Efficacy and Safety of Tigerase® vs. Pulmozyme® in Patients With Cystic Fibrosis

Generium

Status and phase

Completed

Phase 3

Conditions

Cystic Fibrosis

Fibrosis

Treatments

Biological: Pulmozyme®

Biological: Tigerase®

Study type

Interventional

Funder types

Industry

Identifiers

NCT04468100

348 eff date 23.06.2017 (Other Identifier)

DRN-CFR-III

Details and patient eligibility

About

It is a multicenter, open-label, randomized, parallel-group study of the efficacy and safety of Tigerase® compared Pulmozyme® in patients with Cystic Fibrosis

Full description

Cystic fibrosis (CF) is a common hereditary disease with an autosomal recessive type of inheritance, characterized by systemic damage to the exocrine glands, mainly the bronchopulmonary and gastrointestinal systems. CF is usually characterized by a severe course and poor prognosis. The severity of the disease and the life expectancy of the patient with CF is determined primarily by the state of the bronchopulmonary system; more than 90% of patients die from lung diseases.

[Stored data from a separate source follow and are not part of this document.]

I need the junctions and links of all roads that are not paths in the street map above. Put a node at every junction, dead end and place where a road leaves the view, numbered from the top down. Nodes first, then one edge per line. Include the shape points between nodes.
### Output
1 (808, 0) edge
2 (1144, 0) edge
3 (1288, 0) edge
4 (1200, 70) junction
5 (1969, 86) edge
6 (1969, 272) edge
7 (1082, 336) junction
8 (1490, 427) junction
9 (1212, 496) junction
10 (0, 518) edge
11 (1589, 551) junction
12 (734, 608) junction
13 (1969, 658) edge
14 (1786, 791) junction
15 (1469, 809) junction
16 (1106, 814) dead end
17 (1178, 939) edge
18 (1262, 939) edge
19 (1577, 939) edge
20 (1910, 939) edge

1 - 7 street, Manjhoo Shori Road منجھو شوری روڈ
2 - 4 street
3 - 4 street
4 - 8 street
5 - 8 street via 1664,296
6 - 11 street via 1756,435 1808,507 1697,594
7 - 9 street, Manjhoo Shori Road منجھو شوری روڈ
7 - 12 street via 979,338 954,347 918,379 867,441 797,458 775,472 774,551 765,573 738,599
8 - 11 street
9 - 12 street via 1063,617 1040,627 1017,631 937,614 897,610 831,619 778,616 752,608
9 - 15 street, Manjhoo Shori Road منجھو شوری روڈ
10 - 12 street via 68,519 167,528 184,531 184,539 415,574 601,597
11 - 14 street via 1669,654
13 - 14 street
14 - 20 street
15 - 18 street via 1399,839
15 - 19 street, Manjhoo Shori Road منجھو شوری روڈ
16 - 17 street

CF Pulmonary damage develops as a result of a gene mutation - cystic fibrosis transmembrane regulator of ion conductivity Na and Cl (CFTR-cystic fibrosis transmembrane regulator). The main function of CFTR is to regulate the transport of sodium and chlorine across the cell membrane and is part of the cAMP-dependent chlorine channel. CFTR-protein dysfunction in the bronchial tree epithelial cells leads to a blockage of the chlorine ions transport and an increase in the sodium ions absorption, and impaired fluid secretion through the epithelial cells apical membrane.

Dornase alpha, a human recombinant deoxyribonuclease 1 (rhDNase, rhDNase) hydrolyzes extracellular DNA (viscous polyanion) that enters the sputum from destroyed neutrophils, thereby reducing the adhesion and viscosity of sputum. In CF patients dornase alpha is used as symptomatic therapy in combination with standard therapy in patients with a forced vital capacity (FVC) index of at least 40% of the proper value.

Enrollment

100 patients

Sex

All

Ages

18+ years old

Volunteers

No Healthy Volunteers

Inclusion criteria

Signed Patient Informed Consent Form for participation in the study;
Men and women 18 years and older;
Diagnosis of cystic fibrosis, defined as the presence of disease symptoms and a positive sweat test and / or detection of 2 mutations of the MVTR gene during genotyping;
FEV1 ≥40% and ≤100% of the proper value;
The ability to understand the protocol requirements, to give written consent to participate in the study (including the use and transfer of information about the patient's health status related to the study).

Exclusion criteria

Hypersensitivity to any of used study drug, to their components, as well as a history of significant allergic reactions;
Acute respiratory infection or exacerbation of chronic pulmonary disease within 4 weeks prior to screening and without corticosteroid or antibiotic therapy;
Concomitant diseases and conditions with potential impact the patients safety, including:
- Severe renal impairment (serum creatinine more than 1.5 times higher than the upper limit of normal);
- Severe liver impairment (alanine aminotransferase (ALT) or aspartate aminotransferase (AST) blood serum activity is 2.5 times or more higher than the upper limit of the laboratory norm);
A history of lung transplantation or planned transplantation during this study;
The presence of antibodies to HIV, active viral hepatitis B and / or C and / or cirrhosis in the history or detected on Screening;
Pregnancy and lactation;
Refusal of patients with preserved reproductive potential to use adequate contraception throughout the study and within 30 days after the end of the study;
Patients who underwent a blood or blood components transfusion within 10 days prior to screening;
Drug or alcohol abuse at the time of Screening or in the past;
Patient's participation in any other clinical trials and / or administration of an experimental drug within 30 days prior to the Screening Visit.